__Exercise materials__:
+ + +
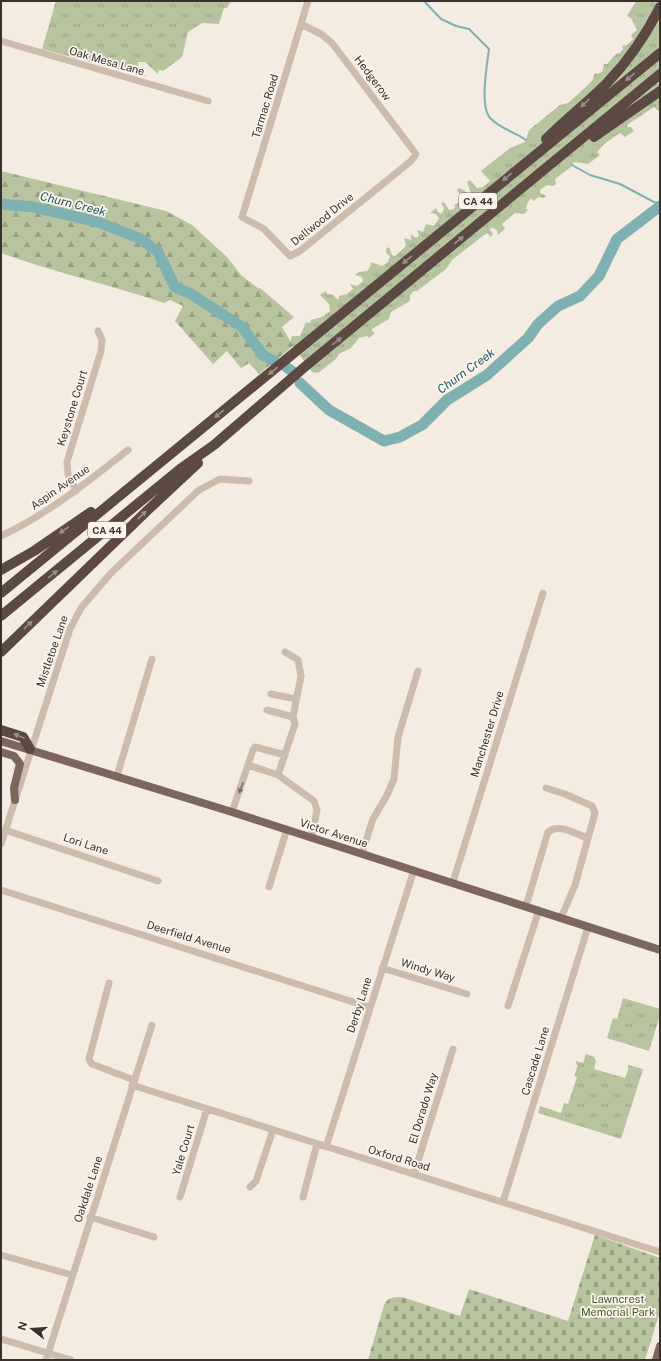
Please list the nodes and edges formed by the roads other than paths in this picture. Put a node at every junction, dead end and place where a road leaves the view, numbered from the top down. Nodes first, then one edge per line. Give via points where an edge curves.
1 (308, 1) edge
2 (660, 7) edge
3 (301, 24) junction
4 (1, 42) edge
5 (660, 53) edge
6 (660, 74) edge
7 (660, 91) edge
8 (208, 101) dead end
9 (566, 152) junction
10 (416, 156) joint
11 (524, 162) junction
12 (242, 217) joint
13 (98, 331) dead end
14 (214, 445) junction
15 (128, 450) dead end
16 (250, 481) dead end
17 (76, 491) junction
18 (120, 495) junction
19 (1, 536) edge
20 (1, 570) edge
21 (1, 593) edge
22 (543, 593) dead end
23 (1, 616) edge
24 (1, 652) edge
25 (285, 652) dead end
26 (152, 659) dead end
27 (418, 670) dead end
28 (271, 694) dead end
29 (296, 699) junction
30 (267, 710) dead end
31 (293, 717) junction
32 (1, 730) edge
33 (1, 741) edge
34 (30, 749) junction
35 (1, 752) edge
36 (285, 756) junction
37 (248, 765) junction
38 (278, 775) junction
39 (117, 776) junction
40 (546, 788) dead end
41 (15, 800) junction
42 (232, 812) junction
43 (287, 829) junction
44 (5, 830) junction
45 (312, 837) junction
46 (588, 838) junction
47 (1, 844) edge
48 (362, 853) junction
49 (414, 870) junction
50 (158, 881) dead end
51 (453, 882) junction
52 (269, 887) dead end
53 (1, 890) edge
54 (526, 906) junction
55 (539, 910) junction
56 (561, 918) junction
57 (588, 927) junction
58 (660, 950) edge
59 (382, 968) junction
60 (110, 983) dead end
61 (467, 994) dead end
62 (508, 1006) dead end
63 (370, 1007) junction
64 (152, 1025) dead end
65 (453, 1049) dead end
66 (133, 1082) junction
67 (207, 1109) junction
68 (273, 1130) junction
69 (318, 1144) junction
70 (326, 1146) junction
71 (414, 1174) junction
72 (250, 1187) dead end
73 (180, 1197) dead end
74 (303, 1197) dead end
75 (503, 1202) junction
76 (90, 1217) junction
77 (154, 1237) dead end
78 (660, 1252) edge
79 (1, 1255) edge
80 (72, 1275) junction
81 (1, 1339) edge
82 (660, 1346) edge
83 (47, 1356) edge
84 (657, 1359) edge
85 (71, 1360) edge

1 - 3 street, Tarmac Road
2 -> 11 highway via 627,61
3 - 10 street, Hedgerow via 332,43
3 - 12 street, Tarmac Road
4 - 8 street, Oak Mesa Lane
5 -> 11 highway, CA 44
6 - 9 highway, CA 44
7 - 9 highway via 587,141
14 -> 9 highway, CA 44
10 - 12 street, Dellwood Drive via 293,256 286,254 264,229
11 -> 18 highway, CA 44
13 - 17 street, Keystone Court via 102,340 101,351 67,462 68,474
23 -> 14 highway, CA 44 via 180,469
24 -> 14 highway via 205,457
15 - 17 street, Aspin Avenue
16 - 34 street, Mistletoe Lane via 220,479 199,490 89,597 70,629
17 - 19 street, Aspin Avenue via 46,512
18 -> 20 highway via 105,502 34,551
18 - 21 highway, CA 44
22 - 51 street, Manchester Drive
25 - 29 street via 298,660 299,664 301,676
26 - 39 street
27 - 48 street via 398,737 394,779 373,818
28 - 29 street
29 - 31 street
30 - 31 street
31 - 36 street via 295,724
34 -> 32 highway via 23,737
33 - 34 main road, Victor Avenue
34 - 39 main road, Victor Avenue
34 - 41 street, Mistletoe Lane
35 - 41 main road via 14,756 20,764 14,788
36 - 37 street via 255,746
36 - 38 street
37 - 38 street
37 -> 42 street
38 - 45 street via 314,801 317,810
39 - 42 main road, Victor Avenue
40 - 46 street via 592,806 595,813
41 - 44 street, Mistletoe Lane
42 - 43 main road, Victor Avenue
43 - 45 main road, Victor Avenue
43 - 52 street
44 - 47 street, Mistletoe Lane
44 - 50 street, Lori Lane
45 - 48 main road, Victor Avenue
46 - 54 street via 560,828 552,828 548,832
46 - 56 street
48 - 49 main road, Victor Avenue
49 - 51 main road, Victor Avenue
49 - 59 street, Derby Lane
51 - 54 main road, Victor Avenue
53 - 63 street, Deerfield Avenue
54 - 55 main road, Victor Avenue
55 - 56 main road, Victor Avenue
55 - 62 street
56 - 57 main road, Victor Avenue
57 - 58 main road, Victor Avenue
57 - 75 street, Cascade Lane
59 - 61 street, Windy Way
59 - 63 street, Derby Lane
60 - 66 street, Oxford Road via 89,1059 92,1064
63 - 70 street, Derby Lane
64 - 66 street, Oakdale Lane
65 - 71 street, El Dorado Way
66 - 67 street, Oxford Road
66 - 76 street, Oakdale Lane
67 - 68 street, Oxford Road
67 - 73 street, Yale Court
68 - 69 street, Oxford Road
68 - 72 street via 256,1182
69 - 70 street, Oxford Road
69 - 74 street
70 - 71 street, Oxford Road
71 - 75 street, Oxford Road
75 - 78 street, Oxford Road
76 - 77 street
76 - 80 street, Oakdale Lane
79 - 80 street
80 - 83 street, Oakdale Lane
81 - 83 street
82 - 84 main road
83 - 85 street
+ + +
__Exercise instructions__: Could you return all lines from the records that include the word "Oxford"?

__Response area__:
60 - 66 street, Oxford Road via 89,1059 92,1064
66 - 67 street, Oxford Road
67 - 68 street, Oxford Road
68 - 69 street, Oxford Road
69 - 70 street, Oxford Road
70 - 71 street, Oxford Road
71 - 75 street, Oxford Road
75 - 78 street, Oxford Road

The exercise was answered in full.